César Aira creates a fictional town of Pringles in Argentina under the leadership of Perón; he is the boy telling us of life in his town, and it could be the first person voice that makes it so resonant of my own childhood, or the innocence of youth some of us are lucky enough to experience.

A child’s father is a model, a mirror, and a hope. More than that, he’s a typical man, a specimen of fully formed, adult humanity. A kind of Adam constructed from all the fragments of the world that the child progressively comes to know…The father is like a big, complex riddle whose answers appear one by one over the course of the child’s life. I would even venture to say that those answers are the instructions for living. “What about people who don’t have a father?” somebody might ask. But to that I can reply: Everyone has a father. (p. 22)

His father is black, his mother is dwarf-like, with glasses so thick they resemble marbles, and these two form the backbone of his understanding. They live in one room of an empty building containing 24 rooms, which they rent. But, since the landlord will not give his father a receipt, his father will not pay the rent, and so there they reside in a stalemate which seems to work for everyone.

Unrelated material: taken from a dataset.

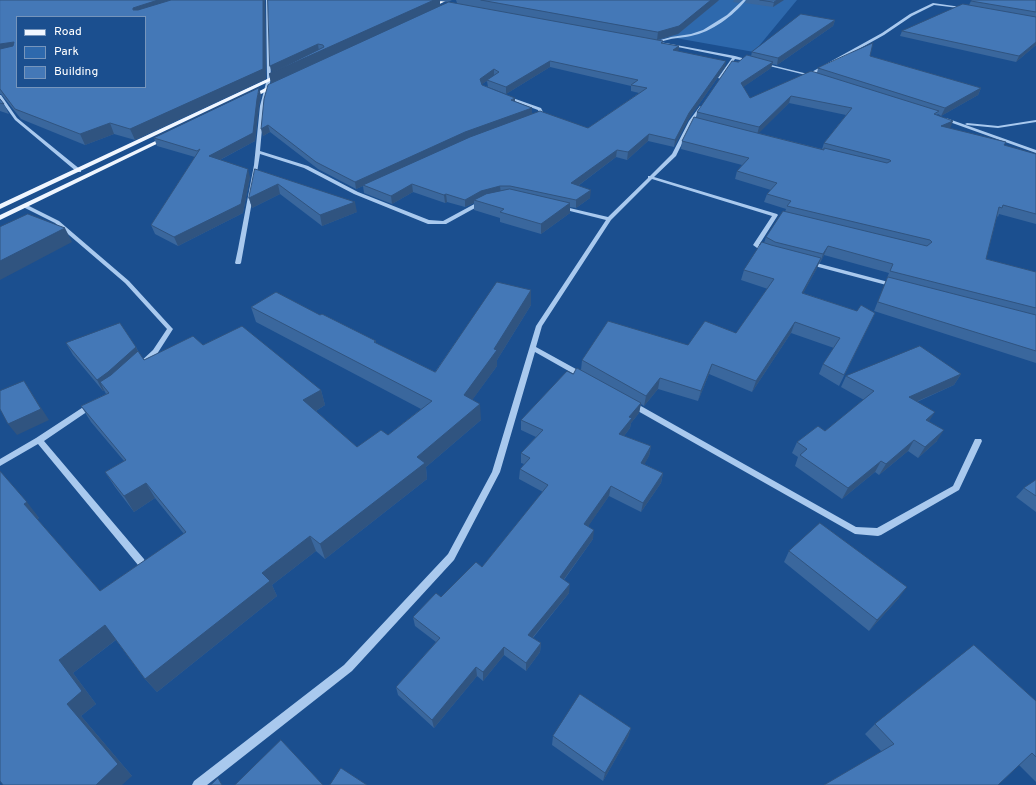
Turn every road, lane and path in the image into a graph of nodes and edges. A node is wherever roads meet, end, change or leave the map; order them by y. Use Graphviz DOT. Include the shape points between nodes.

Throughout the novella, we glimpse the life of the late 1940’s and early 1950’s, the decade under which Péron led Argentina.

…anti-Peronism eventually came from the same direction as Peronism, that is, from above. And when the dream of being able to forge one’s destiny evaporated, the result was disillusion, and shame at being so naive. (p. 54)

But, I didn’t find it to be as concerned with politics as I did with the life of a child in a small, poor, Argentinean town. It brought to mind memories of my own youth, for in some ways, childhood fears and dreams are universal.

I felt nostalgic for time itself, which the Plaza’s spatial stories made as unattainable as the sky. I was no longer the small child who had gone with his father to collect linden blossoms, and yet I still was. Something seemed to be within my grasp, and with the right kind of effort, I felt that I might be able to reach out and take hold of it, like a ripe fruit…So I set out to recover the old self. (p. 92)

I read this for Spanish Lit Month hosted this year by Stu; it is also my sixth book for Cathy’s 20 Books of Summer.